**Entries taken from a collection:**
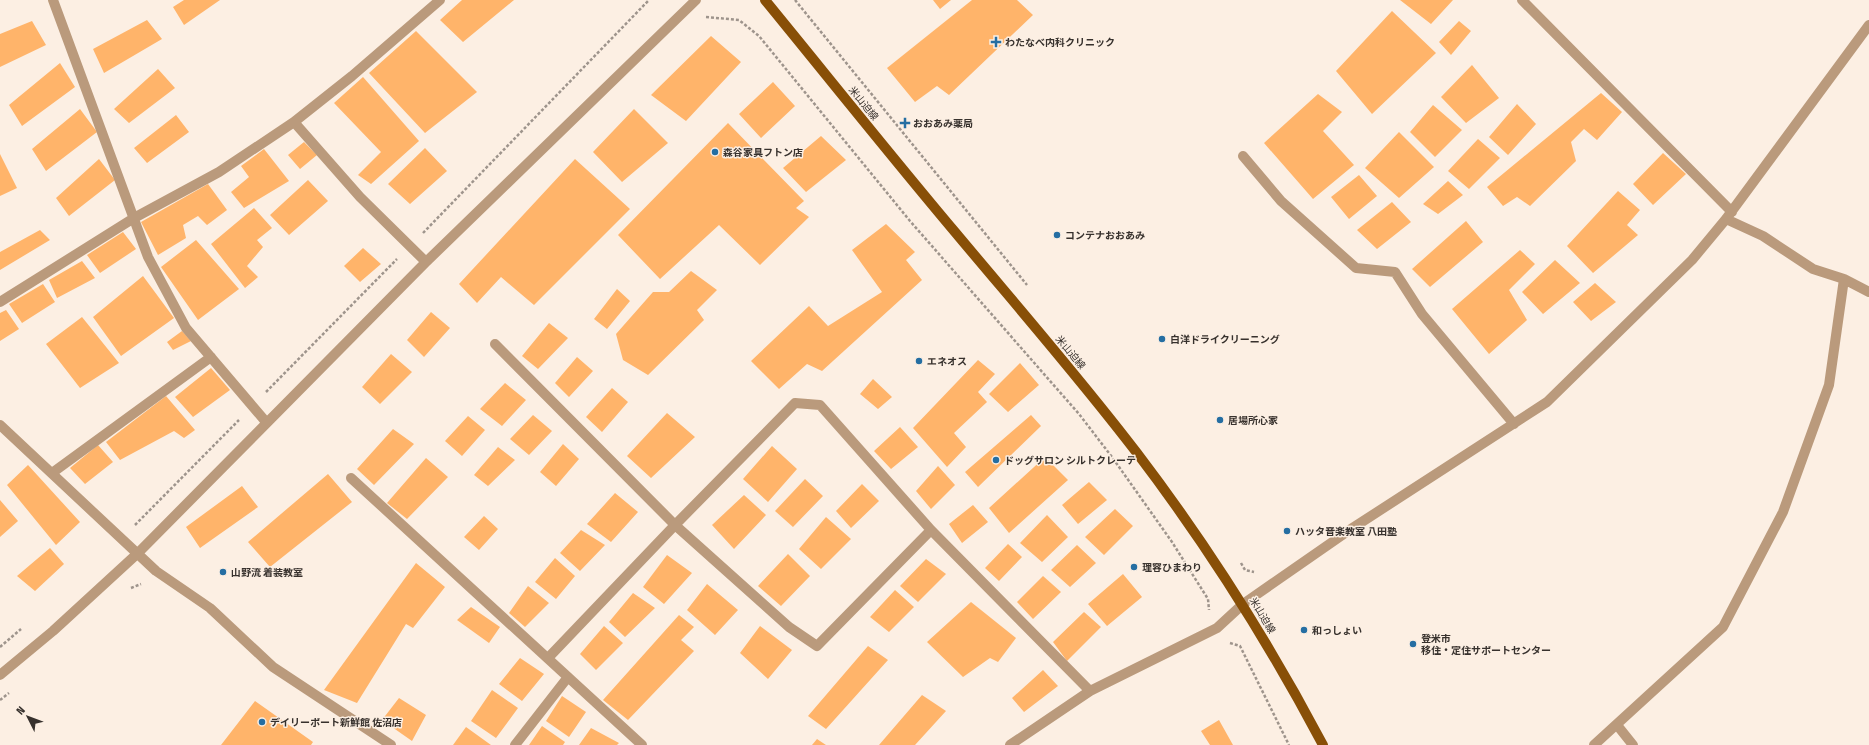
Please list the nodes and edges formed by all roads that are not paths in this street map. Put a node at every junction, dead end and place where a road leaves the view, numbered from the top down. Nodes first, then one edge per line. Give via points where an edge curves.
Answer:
1 (53, 0) edge
2 (440, 0) edge
3 (696, 0) edge
4 (765, 0) edge
5 (1522, 0) edge
6 (1869, 25) edge
7 (294, 122) junction
8 (1244, 156) dead end
9 (1729, 216) junction
10 (134, 218) junction
11 (426, 262) junction
12 (1844, 279) junction
13 (1869, 292) edge
14 (0, 302) edge
15 (495, 344) dead end
16 (211, 358) junction
17 (266, 422) junction
18 (1514, 424) junction
19 (0, 425) edge
20 (52, 473) junction
21 (350, 478) dead end
22 (675, 525) junction
23 (932, 530) junction
24 (138, 553) junction
25 (1243, 604) junction
26 (548, 658) junction
27 (0, 674) edge
28 (568, 677) junction
29 (1090, 691) junction
30 (1617, 725) junction
31 (391, 745) edge
32 (515, 745) edge
33 (642, 745) edge
34 (1010, 745) edge
35 (1323, 745) edge
36 (1594, 745) edge
37 (1633, 745) edge

1 - 10 street
2 - 7 street
3 - 11 street
4 - 25 main road, 米山迫線 via 1095,399 1138,454
5 - 9 street
6 - 9 street
7 - 10 street via 220,172
7 - 11 street via 360,197
8 - 18 street via 1281,200 1356,268 1395,272 1422,314
9 - 12 street via 1813,269
9 - 18 street via 1692,260 1547,402
10 - 14 street
10 - 16 street via 148,257 186,328
11 - 17 street
12 - 13 street
12 - 30 street via 1829,385 1782,512 1723,627
15 - 22 street
16 - 17 street
16 - 20 street
17 - 24 street
18 - 25 street via 1357,525
19 - 20 street
20 - 24 street
21 - 26 street
22 - 23 street via 789,627 817,646
22 - 23 street via 795,403 820,405
22 - 26 street
23 - 29 street
24 - 27 street via 53,631
24 - 31 street via 156,571 210,608 273,667
25 - 29 street via 1217,628
25 - 35 main road, 米山迫線
26 - 28 street
28 - 32 street
28 - 33 street
29 - 34 street
30 - 36 street
30 - 37 street

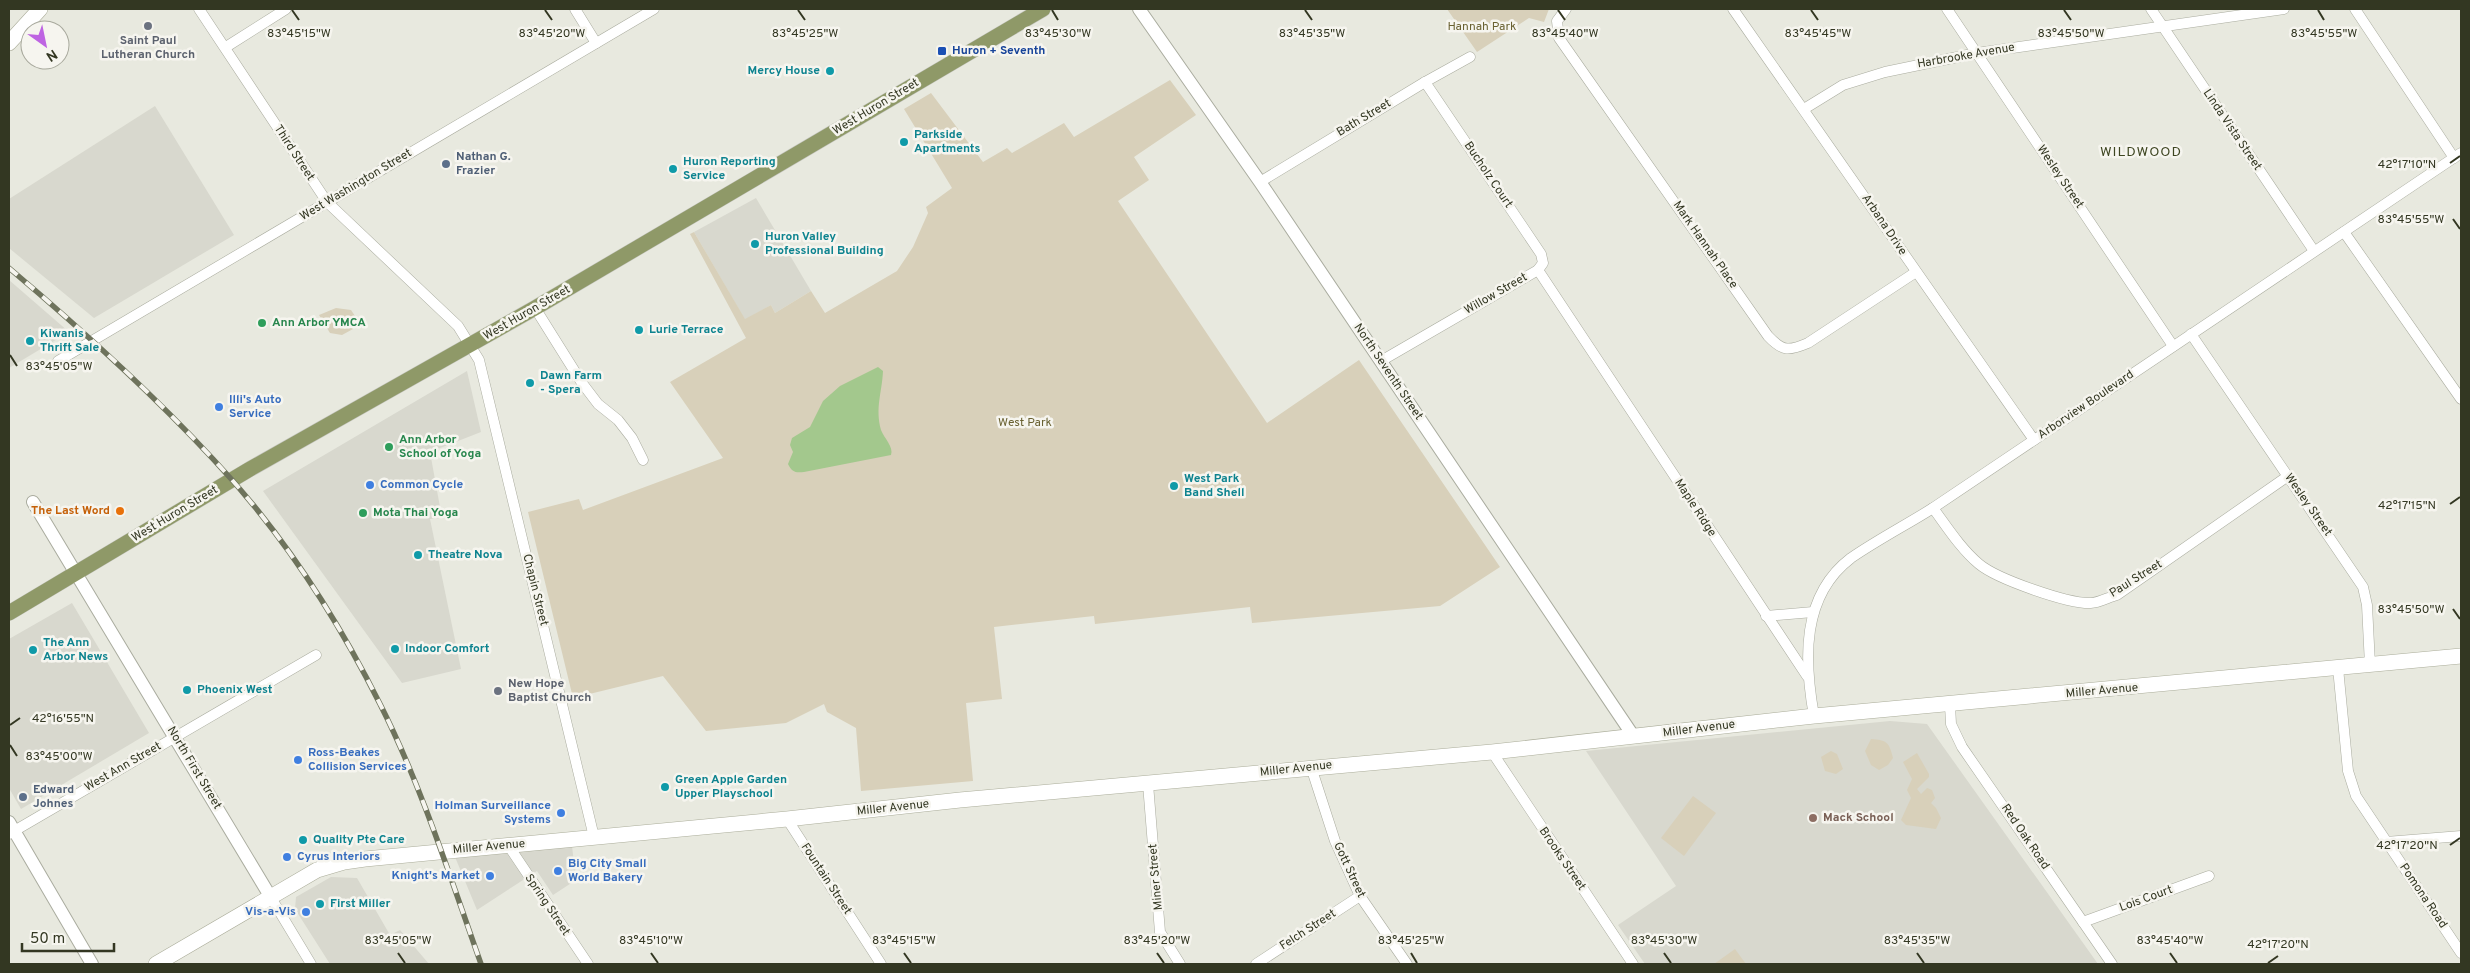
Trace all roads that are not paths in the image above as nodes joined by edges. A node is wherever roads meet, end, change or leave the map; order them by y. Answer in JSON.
{"nodes":[{"id":1,"x":40,"y":9,"type":"edge"},
{"id":2,"x":200,"y":9,"type":"edge"},
{"id":3,"x":286,"y":9,"type":"edge"},
{"id":4,"x":575,"y":9,"type":"edge"},
{"id":5,"x":654,"y":9,"type":"edge"},
{"id":6,"x":1042,"y":9,"type":"edge"},
{"id":7,"x":1139,"y":9,"type":"edge"},
{"id":8,"x":1566,"y":9,"type":"edge"},
{"id":9,"x":1733,"y":9,"type":"edge"},
{"id":10,"x":1947,"y":9,"type":"edge"},
{"id":11,"x":2151,"y":9,"type":"edge"},
{"id":12,"x":2284,"y":9,"type":"edge"},
{"id":13,"x":2355,"y":9,"type":"edge"},
{"id":14,"x":2163,"y":27,"type":"junction"},
{"id":15,"x":9,"y":43,"type":"edge"},
{"id":16,"x":596,"y":43,"type":"junction"},
{"id":17,"x":226,"y":47,"type":"junction"},
{"id":18,"x":1977,"y":53,"type":"junction"},
{"id":19,"x":1470,"y":57,"type":"dead end"},
{"id":20,"x":1425,"y":82,"type":"junction"},
{"id":21,"x":1804,"y":110,"type":"junction"},
{"id":22,"x":2457,"y":155,"type":"edge"},
{"id":23,"x":1260,"y":182,"type":"junction"},
{"id":24,"x":327,"y":202,"type":"junction"},
{"id":25,"x":2344,"y":232,"type":"junction"},
{"id":26,"x":2314,"y":251,"type":"junction"},
{"id":27,"x":1538,"y":270,"type":"junction"},
{"id":28,"x":1916,"y":272,"type":"junction"},
{"id":29,"x":535,"y":308,"type":"junction"},
{"id":30,"x":2191,"y":334,"type":"junction"},
{"id":31,"x":1583,"y":340,"type":"joint"},
{"id":32,"x":471,"y":345,"type":"junction"},
{"id":33,"x":2173,"y":346,"type":"junction"},
{"id":34,"x":58,"y":361,"type":"dead end"},
{"id":35,"x":1381,"y":361,"type":"junction"},
{"id":36,"x":2461,"y":399,"type":"edge"},
{"id":37,"x":2034,"y":440,"type":"junction"},
{"id":38,"x":643,"y":460,"type":"dead end"},
{"id":39,"x":2288,"y":476,"type":"junction"},
{"id":40,"x":33,"y":502,"type":"dead end"},
{"id":41,"x":1932,"y":508,"type":"junction"},
{"id":42,"x":76,"y":572,"type":"junction"},
{"id":43,"x":1813,"y":612,"type":"junction"},
{"id":44,"x":9,"y":613,"type":"edge"},
{"id":45,"x":1766,"y":616,"type":"junction"},
{"id":46,"x":316,"y":655,"type":"dead end"},
{"id":47,"x":2461,"y":656,"type":"edge"},
{"id":48,"x":2370,"y":665,"type":"junction"},
{"id":49,"x":2338,"y":668,"type":"junction"},
{"id":50,"x":1807,"y":676,"type":"junction"},
{"id":51,"x":1950,"y":705,"type":"junction"},
{"id":52,"x":1814,"y":716,"type":"junction"},
{"id":53,"x":175,"y":737,"type":"junction"},
{"id":54,"x":1634,"y":737,"type":"junction"},
{"id":55,"x":1492,"y":752,"type":"junction"},
{"id":56,"x":1311,"y":767,"type":"junction"},
{"id":57,"x":1148,"y":784,"type":"junction"},
{"id":58,"x":787,"y":819,"type":"junction"},
{"id":59,"x":11,"y":829,"type":"edge"},
{"id":60,"x":2461,"y":836,"type":"edge"},
{"id":61,"x":594,"y":837,"type":"junction"},
{"id":62,"x":2386,"y":842,"type":"junction"},
{"id":63,"x":508,"y":845,"type":"junction"},
{"id":64,"x":2209,"y":876,"type":"dead end"},
{"id":65,"x":270,"y":896,"type":"junction"},
{"id":66,"x":1360,"y":896,"type":"junction"},
{"id":67,"x":2083,"y":922,"type":"junction"},
{"id":68,"x":2461,"y":953,"type":"edge"},
{"id":69,"x":92,"y":964,"type":"edge"},
{"id":70,"x":156,"y":964,"type":"edge"},
{"id":71,"x":311,"y":964,"type":"edge"},
{"id":72,"x":588,"y":964,"type":"edge"},
{"id":73,"x":880,"y":964,"type":"edge"},
{"id":74,"x":1180,"y":964,"type":"edge"},
{"id":75,"x":1256,"y":964,"type":"edge"},
{"id":76,"x":1406,"y":964,"type":"edge"},
{"id":77,"x":1633,"y":964,"type":"edge"},
{"id":78,"x":2112,"y":964,"type":"edge"}],
"edges":[{"from":1,"to":15,"type":"main road"},
{"from":2,"to":17,"type":"street","name":"Third Street"},
{"from":3,"to":17,"type":"street"},
{"from":4,"to":16,"type":"street"},
{"from":5,"to":16,"type":"street","name":"West Washington Street"},
{"from":6,"to":29,"type":"main road","name":"West Huron Street"},
{"from":7,"to":23,"type":"street","name":"North Seventh Street"},
{"from":8,"to":28,"type":"street","name":"Mark Hannah Place"},
{"from":9,"to":21,"type":"street","name":"Arbana Drive"},
{"from":10,"to":18,"type":"street","name":"Wesley Street"},
{"from":11,"to":14,"type":"street","name":"Linda Vista Street"},
{"from":12,"to":14,"type":"street","name":"Harbrooke Avenue"},
{"from":13,"to":22,"type":"street"},
{"from":14,"to":18,"type":"street","name":"Harbrooke Avenue"},
{"from":14,"to":26,"type":"street","name":"Linda Vista Street"},
{"from":16,"to":24,"type":"street","name":"West Washington Street"},
{"from":17,"to":24,"type":"street","name":"Third Street"},
{"from":18,"to":21,"type":"street","name":"Harbrooke Avenue"},
{"from":18,"to":33,"type":"street","name":"Wesley Street"},
{"from":19,"to":20,"type":"street","name":"Bath Street"},
{"from":20,"to":23,"type":"street","name":"Bath Street"},
{"from":20,"to":27,"type":"street","name":"Bucholz Court"},
{"from":21,"to":28,"type":"street","name":"Arbana Drive"},
{"from":22,"to":25,"type":"street","name":"Arborview Boulevard"},
{"from":23,"to":35,"type":"street","name":"North Seventh Street"},
{"from":24,"to":32,"type":"street","name":"Third Street"},
{"from":24,"to":34,"type":"street","name":"West Washington Street"},
{"from":25,"to":26,"type":"street","name":"Arborview Boulevard"},
{"from":25,"to":36,"type":"street"},
{"from":26,"to":30,"type":"street","name":"Arborview Boulevard"},
{"from":27,"to":31,"type":"street","name":"Willow Street"},
{"from":27,"to":35,"type":"street","name":"Willow Street"},
{"from":28,"to":37,"type":"street","name":"Arbana Drive"},
{"from":29,"to":32,"type":"main road","name":"West Huron Street"},
{"from":29,"to":38,"type":"street"},
{"from":30,"to":33,"type":"street","name":"Arborview Boulevard"},
{"from":30,"to":39,"type":"street","name":"Wesley Street"},
{"from":31,"to":45,"type":"street","name":"Maple Ridge"},
{"from":32,"to":42,"type":"main road","name":"West Huron Street"},
{"from":32,"to":61,"type":"street","name":"Chapin Street"},
{"from":33,"to":37,"type":"street","name":"Arborview Boulevard"},
{"from":35,"to":54,"type":"street","name":"North Seventh Street"},
{"from":37,"to":41,"type":"street","name":"Arborview Boulevard"},
{"from":39,"to":41,"type":"street","name":"Paul Street"},
{"from":39,"to":48,"type":"street","name":"Wesley Street"},
{"from":40,"to":42,"type":"street","name":"North First Street"},
{"from":41,"to":43,"type":"street","name":"Arborview Boulevard"},
{"from":42,"to":44,"type":"main road","name":"West Huron Street"},
{"from":42,"to":53,"type":"street","name":"North First Street"},
{"from":43,"to":45,"type":"street"},
{"from":43,"to":50,"type":"street","name":"Arborview Boulevard"},
{"from":45,"to":50,"type":"street","name":"Maple Ridge"},
{"from":46,"to":53,"type":"street","name":"West Ann Street"},
{"from":47,"to":48,"type":"main road","name":"Miller Avenue"},
{"from":48,"to":49,"type":"main road","name":"Miller Avenue"},
{"from":49,"to":51,"type":"main road","name":"Miller Avenue"},
{"from":49,"to":62,"type":"street","name":"Pomona Road"},
{"from":50,"to":52,"type":"street","name":"Arborview Boulevard"},
{"from":51,"to":52,"type":"main road","name":"Miller Avenue"},
{"from":51,"to":67,"type":"street","name":"Red Oak Road"},
{"from":52,"to":54,"type":"main road","name":"Miller Avenue"},
{"from":53,"to":59,"type":"street","name":"West Ann Street"},
{"from":53,"to":65,"type":"street","name":"North First Street"},
{"from":54,"to":55,"type":"main road","name":"Miller Avenue"},
{"from":55,"to":56,"type":"main road","name":"Miller Avenue"},
{"from":55,"to":77,"type":"street","name":"Brooks Street"},
{"from":56,"to":57,"type":"main road","name":"Miller Avenue"},
{"from":56,"to":66,"type":"street","name":"Gott Street"},
{"from":57,"to":58,"type":"main road","name":"Miller Avenue"},
{"from":57,"to":74,"type":"street","name":"Miner Street"},
{"from":58,"to":61,"type":"main road","name":"Miller Avenue"},
{"from":58,"to":73,"type":"street","name":"Fountain Street"},
{"from":59,"to":69,"type":"street"},
{"from":60,"to":62,"type":"street"},
{"from":61,"to":63,"type":"main road","name":"Miller Avenue"},
{"from":62,"to":68,"type":"street","name":"Pomona Road"},
{"from":63,"to":65,"type":"main road","name":"Miller Avenue"},
{"from":63,"to":72,"type":"street","name":"Spring Street"},
{"from":64,"to":67,"type":"street","name":"Lois Court"},
{"from":65,"to":70,"type":"main road","name":"Miller Avenue"},
{"from":65,"to":71,"type":"street","name":"North First Street"},
{"from":66,"to":75,"type":"street","name":"Felch Street"},
{"from":66,"to":76,"type":"street","name":"Gott Street"},
{"from":67,"to":78,"type":"street","name":"Red Oak Road"}]}
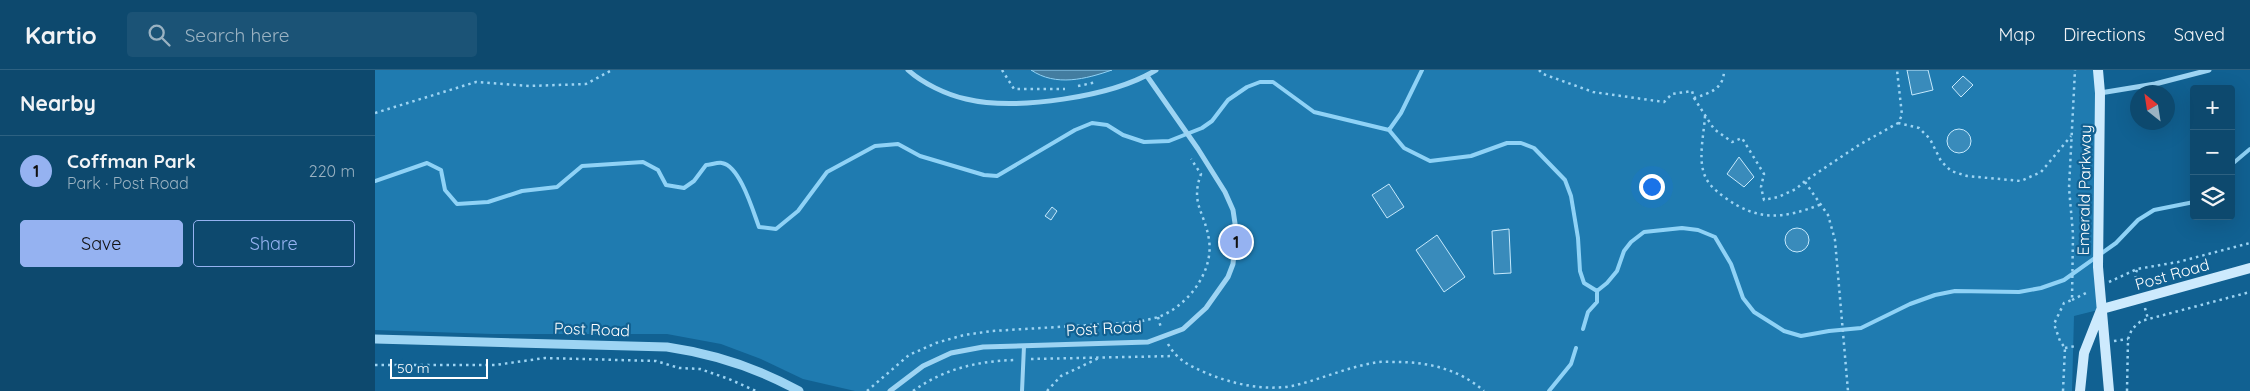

**To do:** How many of the lines above hold the word "Linda"? State that number and nothing else.

**Your solution:** 2